The parties hereby agree that all information provided to the other party or the other parties’ Representatives in connection with
this Agreement and the consummation of the transactions contemplated hereby, including any information obtained pursuant to Section
5.03(a), shall be treated in accordance with the Mutual Non-Disclosure Agreement, dated May 31, 2026, between Parent and the Company
(the “Confidentiality Agreement”). Parent and the Company shall comply with, and shall cause their respective Representatives
to comply with, all of their respective obligations under the Confidentiality Agreement, which shall survive the termination of this Agreement
in accordance with the terms set forth therein.
Section 5.04 No Solicitation.
(a) Takeover
Proposal. Neither the Company, on the one hand, nor Parent, on the other hand, shall, and each shall cause its respective Subsidiaries
and its or its respective directors, officers, employees, investment bankers, attorneys, accountants, consultants, or other agents or
advisors (with respect to any Person, the foregoing Persons are referred to herein as such Person’s “Representatives”)

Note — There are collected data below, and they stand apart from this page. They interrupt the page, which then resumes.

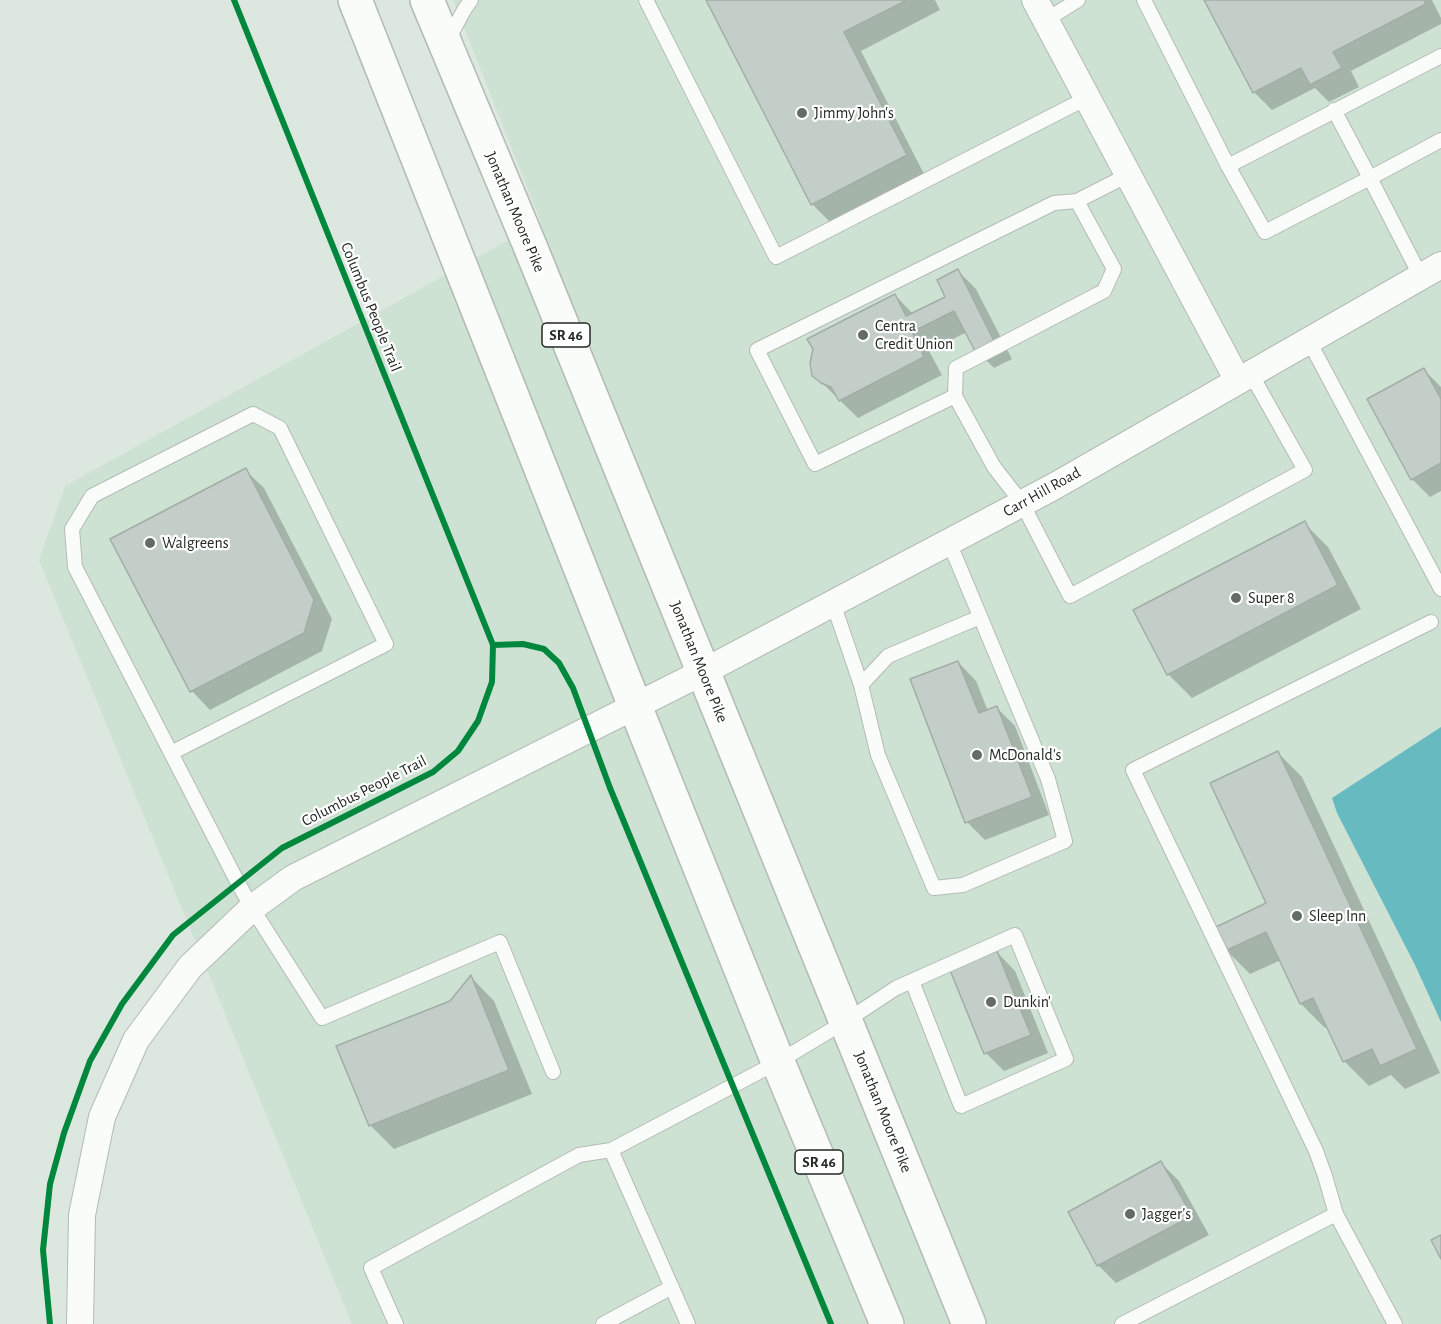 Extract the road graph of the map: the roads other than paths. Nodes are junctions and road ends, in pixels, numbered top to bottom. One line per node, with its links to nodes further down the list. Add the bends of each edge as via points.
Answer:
1 (355, 0): 29 (highway, SR 46)
2 (427, 0): 8 (highway, Jonathan Moore Pike / SR 46)
3 (471, 0): 8 (lane)
4 (645, 0): 10 (lane, via 776,257)
5 (1078, 0): 7 (lane)
6 (1144, 0): 13 (lane)
7 (1040, 10): 10 (street)
8 (446, 44): 27 (highway, Jonathan Moore Pike / SR 46)
9 (1441, 56): 11 (lane)
10 (1087, 98): 14 (street)
11 (1334, 110): 13 (lane); 15 (lane)
12 (1441, 140): 15 (lane)
13 (1228, 166): 15 (lane, via 1265,232)
14 (1128, 175): 16 (lane); 19 (street)
15 (1370, 178): 17 (lane)
16 (1077, 201): 20 (lane, via 1114,269 1104,291 956,368); 20 (lane, via 1054,204 757,350 815,464)
17 (1431, 271): 18 (street, Carr Hill Road)
18 (1309, 341): 19 (street, Carr Hill Road); 23 (lane)
19 (1245, 378): 21 (street, Carr Hill Road); 21 (lane, via 1305,470 1070,596)
20 (955, 396): 21 (lane, via 994,467)
21 (1022, 503): 22 (street, Carr Hill Road)
22 (949, 542): 24 (street, Carr Hill Road); 25 (lane)
23 (1441, 589)
24 (834, 603): 27 (street, Carr Hill Road); 28 (lane)
25 (980, 617): 28 (lane, via 888,656); 28 (lane, via 1048,779 1065,841 963,885 934,888 878,755)
26 (1431, 622): 37 (lane, via 1133,770 1316,1151)
27 (703, 672): 29 (street, Carr Hill Road); 33 (highway, Jonathan Moore Pike / SR 46)
28 (861, 685)
29 (635, 706): 31 (street, Carr Hill Road, via 293,878); 34 (highway, SR 46)
30 (171, 753): 30 (lane, via 75,567 72,529 92,496 253,414 280,428 386,644); 31 (lane)
31 (252, 908): 35 (lane, via 322,1018 500,942); 39 (street, Carr Hill Road, via 190,967 136,1040 102,1117 82,1215)
32 (912, 981): 32 (lane, via 1015,935 1066,1059 961,1106); 33 (lane)
33 (846, 1021): 34 (lane); 44 (highway, Jonathan Moore Pike / SR 46)
34 (778, 1062): 36 (lane); 43 (highway, SR 46)
35 (553, 1072)
36 (611, 1150): 38 (lane); 40 (lane, via 579,1155 371,1268)
37 (1336, 1214): 45 (lane); 46 (lane)
38 (672, 1287): 41 (lane); 42 (lane)
39 (80, 1324)
40 (396, 1324)
41 (603, 1324)
42 (688, 1324)
43 (887, 1324)
44 (969, 1324)
45 (1122, 1324)
46 (1395, 1324) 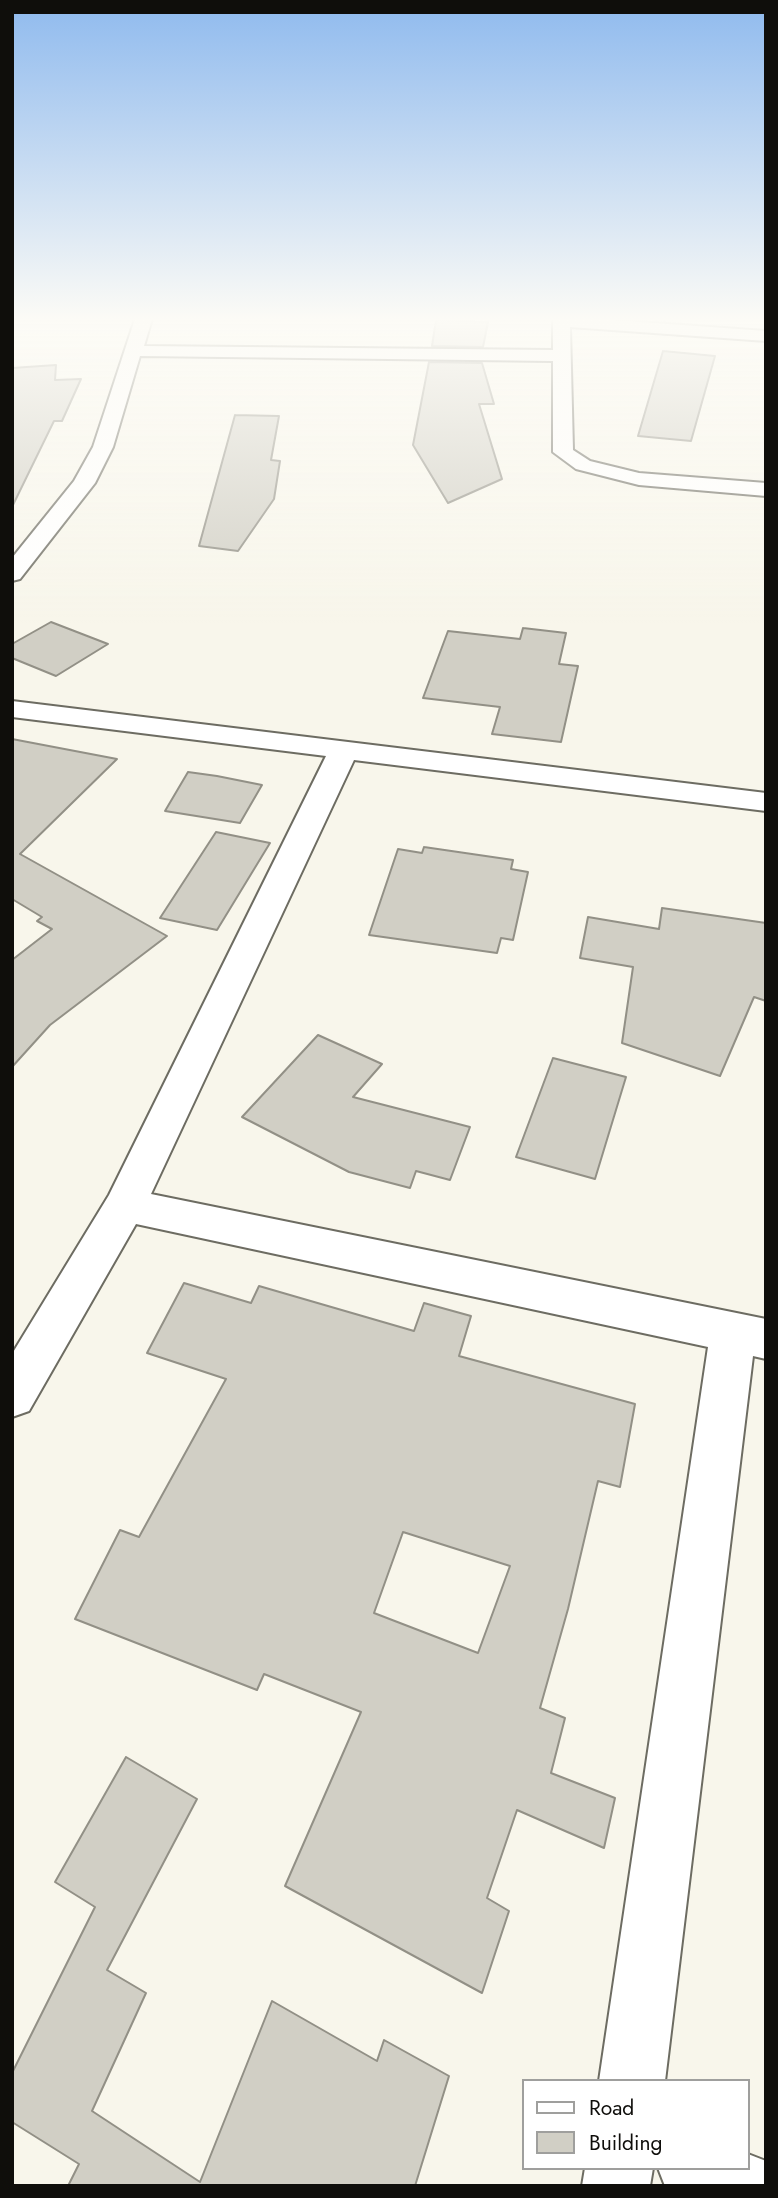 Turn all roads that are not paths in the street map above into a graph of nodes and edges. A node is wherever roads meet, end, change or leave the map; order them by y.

not to, directly or indirectly, solicit, initiate, or knowingly take any action to facilitate or encourage the submission of any Takeover
Proposal or the making of any proposal that could reasonably be expected to lead to any Takeover Proposal, or, subject to Section 5.04(b):
(i) conduct or engage in any discussions or negotiations with, disclose any non-public information relating to the Company or Parent or
any of their respective Subsidiaries to, afford access to the business, properties, assets, books, or records of the Company or Parent
or any of their respective Subsidiaries to, or knowingly assist, participate in, facilitate, or encourage any effort by, any third party
(or its potential sources of financing) that is seeking to make, or has made, any Takeover Proposal; (ii) (A) amend or grant any waiver
or release under any standstill or similar agreement with respect to any class of equity securities of the Parent, or any of its Subsidiaries,
or (B) approve any transaction under, or any third party becoming an “interested stockholder” under, Section 203 of the DGCL;
or (iii) enter into any agreement in principle, letter of intent, term sheet, acquisition agreement, merger agreement, option agreement,
joint venture agreement, partnership agreement, or other Contract relating to any Takeover Proposal (each, an “Acquisition Agreement”).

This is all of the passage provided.